### What the task asks
A verbatim transcript of the data that follows, free of images, is the expected result.

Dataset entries
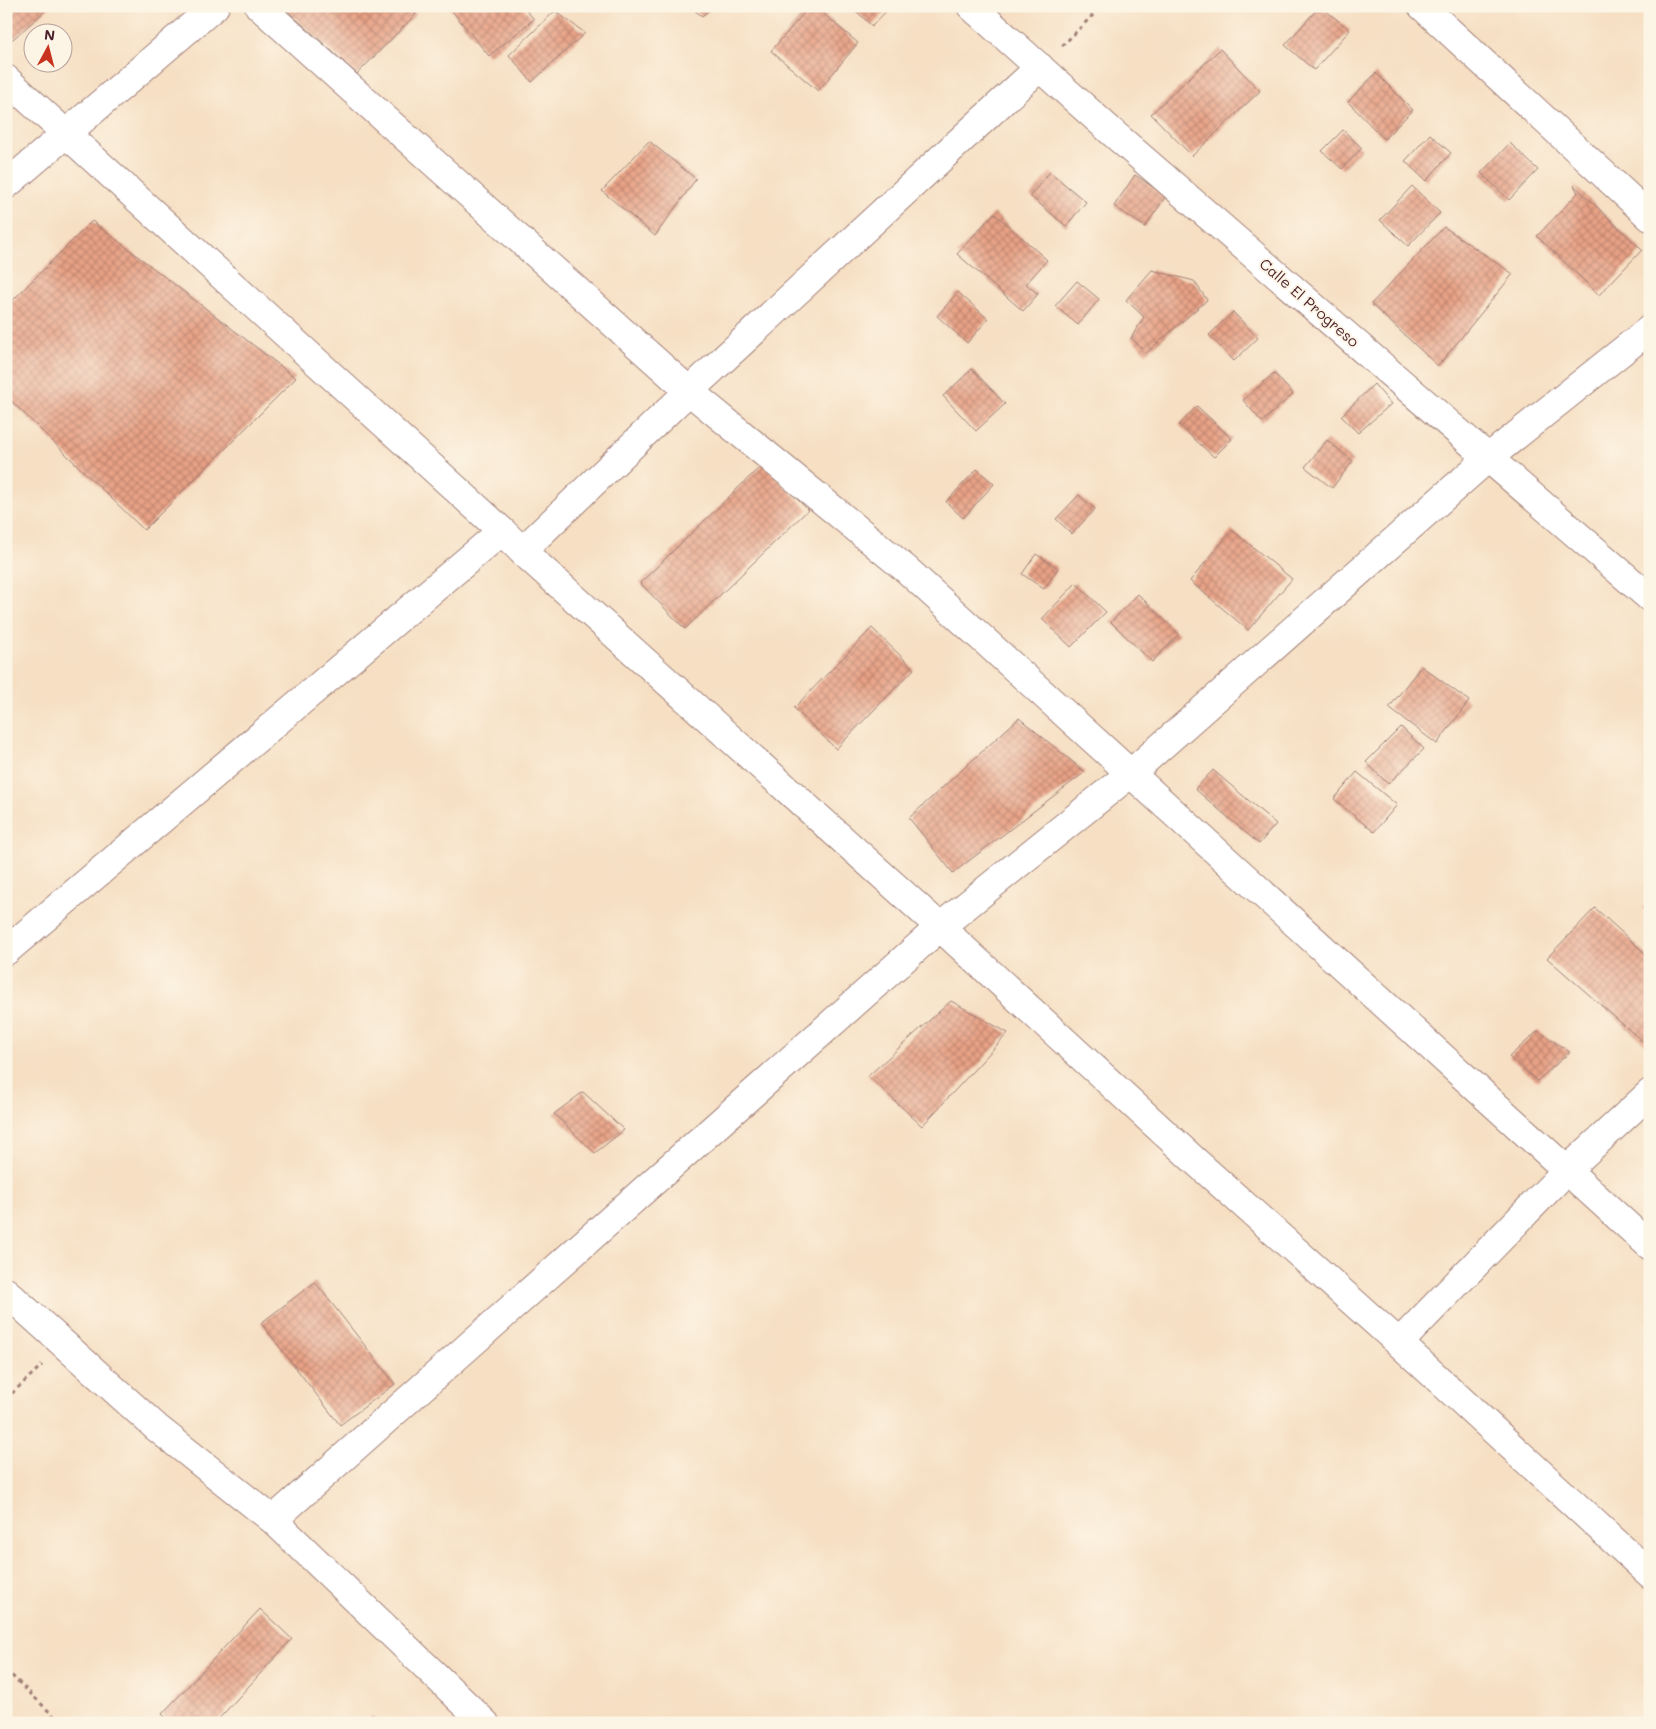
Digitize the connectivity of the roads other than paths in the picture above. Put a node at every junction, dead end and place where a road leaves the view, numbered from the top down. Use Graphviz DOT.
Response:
graph roads {
  1 [pos="215,6"];
  2 [pos="259,6"];
  3 [pos="971,6"];
  4 [pos="1422,6"];
  5 [pos="1040,67"];
  6 [pos="6,80"];
  7 [pos="66,133"];
  8 [pos="6,185"];
  9 [pos="1650,217"];
  10 [pos="1650,329"];
  11 [pos="689,391"];
  12 [pos="1488,458"];
  13 [pos="502,531"];
  14 [pos="522,551"];
  15 [pos="1650,598"];
  16 [pos="1131,772"];
  17 [pos="940,927"];
  18 [pos="6,952"];
  19 [pos="1650,1093"];
  20 [pos="1567,1170"];
  21 [pos="1650,1246"];
  22 [pos="6,1292"];
  23 [pos="1399,1343"];
  24 [pos="273,1520"];
  25 [pos="1650,1574"];
  26 [pos="485,1723"];
  1 -- 7 [label="street"];
  2 -- 11 [label="street"];
  3 -- 5 [label="street, Calle El Progreso"];
  4 -- 9 [label="street"];
  5 -- 11 [label="street"];
  5 -- 12 [label="street, Calle El Progreso"];
  6 -- 7 [label="street"];
  7 -- 8 [label="street"];
  7 -- 13 [label="street"];
  10 -- 12 [label="street"];
  11 -- 14 [label="street"];
  11 -- 16 [label="street"];
  12 -- 15 [label="street, Calle El Progreso"];
  12 -- 16 [label="street"];
  13 -- 14 [label="street"];
  13 -- 18 [label="street"];
  14 -- 17 [label="street"];
  16 -- 17 [label="street"];
  16 -- 20 [label="street"];
  17 -- 23 [label="street"];
  17 -- 24 [label="street"];
  19 -- 20 [label="street"];
  20 -- 21 [label="street"];
  20 -- 23 [label="street"];
  22 -- 24 [label="street"];
  23 -- 25 [label="street"];
  24 -- 26 [label="street"];
}
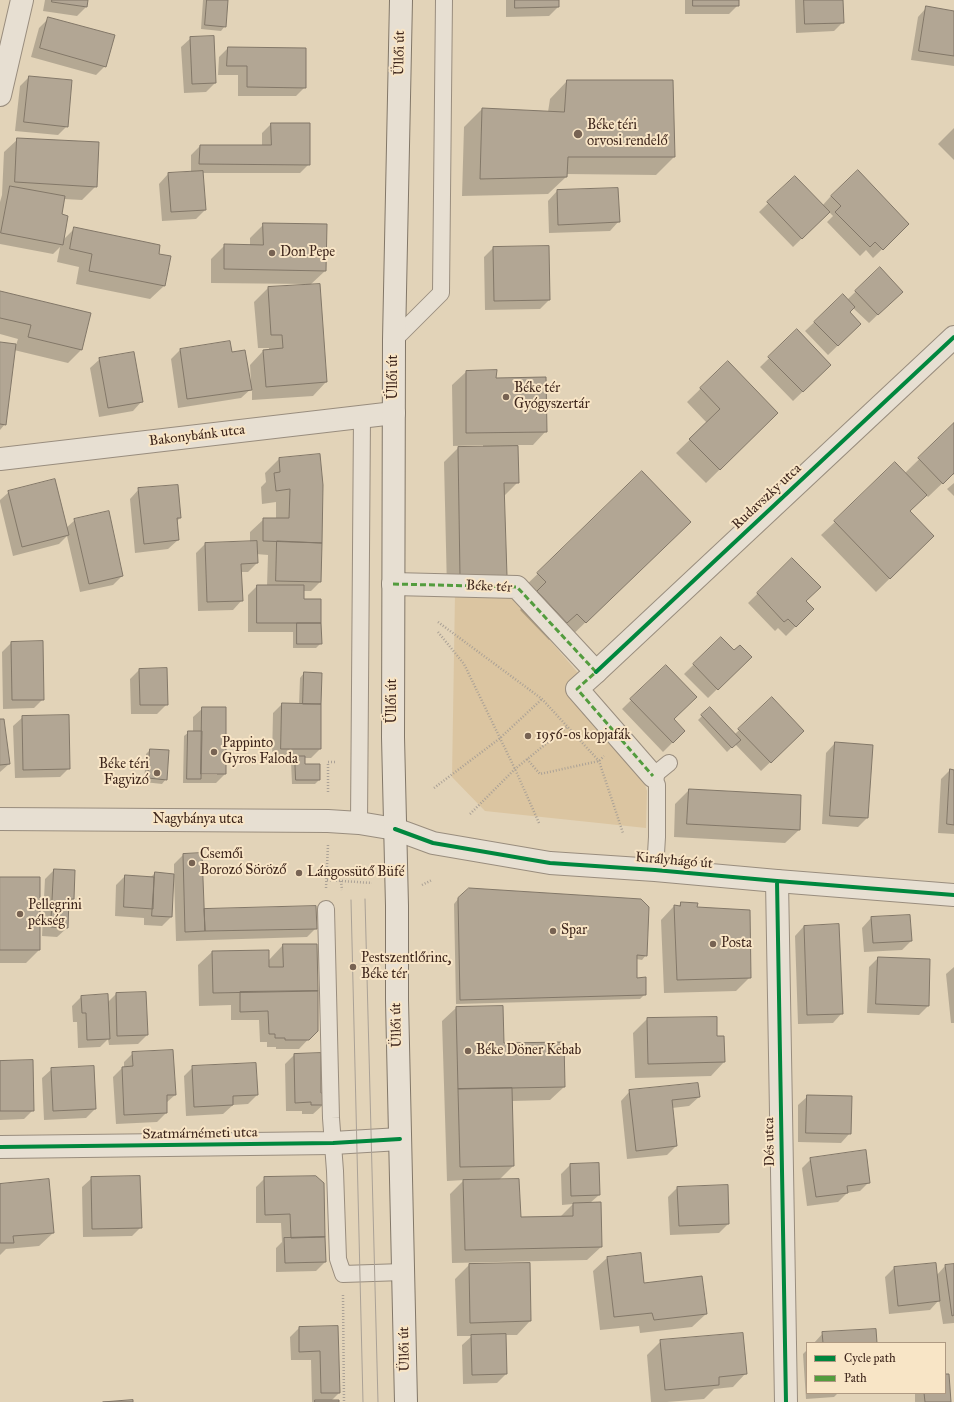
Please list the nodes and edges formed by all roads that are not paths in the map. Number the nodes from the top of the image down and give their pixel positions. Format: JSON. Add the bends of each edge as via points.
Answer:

### Solution below
Digitize the connectivity of the roads other than paths in the picture above. Put a node at every junction, dead end and place where a road leaves the view, numbered from the top down. Use Graphviz DOT.
Response:
graph roads {
  1 [pos="215,6"];
  2 [pos="259,6"];
  3 [pos="971,6"];
  4 [pos="1422,6"];
  5 [pos="1040,67"];
  6 [pos="6,80"];
  7 [pos="66,133"];
  8 [pos="6,185"];
  9 [pos="1650,217"];
  10 [pos="1650,329"];
  11 [pos="689,391"];
  12 [pos="1488,458"];
  13 [pos="502,531"];
  14 [pos="522,551"];
  15 [pos="1650,598"];
  16 [pos="1131,772"];
  17 [pos="940,927"];
  18 [pos="6,952"];
  19 [pos="1650,1093"];
  20 [pos="1567,1170"];
  21 [pos="1650,1246"];
  22 [pos="6,1292"];
  23 [pos="1399,1343"];
  24 [pos="273,1520"];
  25 [pos="1650,1574"];
  26 [pos="485,1723"];
  1 -- 7 [label="street"];
  2 -- 11 [label="street"];
  3 -- 5 [label="street, Calle El Progreso"];
  4 -- 9 [label="street"];
  5 -- 11 [label="street"];
  5 -- 12 [label="street, Calle El Progreso"];
  6 -- 7 [label="street"];
  7 -- 8 [label="street"];
  7 -- 13 [label="street"];
  10 -- 12 [label="street"];
  11 -- 14 [label="street"];
  11 -- 16 [label="street"];
  12 -- 15 [label="street, Calle El Progreso"];
  12 -- 16 [label="street"];
  13 -- 14 [label="street"];
  13 -- 18 [label="street"];
  14 -- 17 [label="street"];
  16 -- 17 [label="street"];
  16 -- 20 [label="street"];
  17 -- 23 [label="street"];
  17 -- 24 [label="street"];
  19 -- 20 [label="street"];
  20 -- 21 [label="street"];
  20 -- 23 [label="street"];
  22 -- 24 [label="street"];
  23 -- 25 [label="street"];
  24 -- 26 [label="street"];
}
Please list the nodes and edges formed by all roads that are not paths in the map. Number the nodes from the top of the image down and give their pixel positions. Format: JSON. Add the bends of each edge as via points.
Answer:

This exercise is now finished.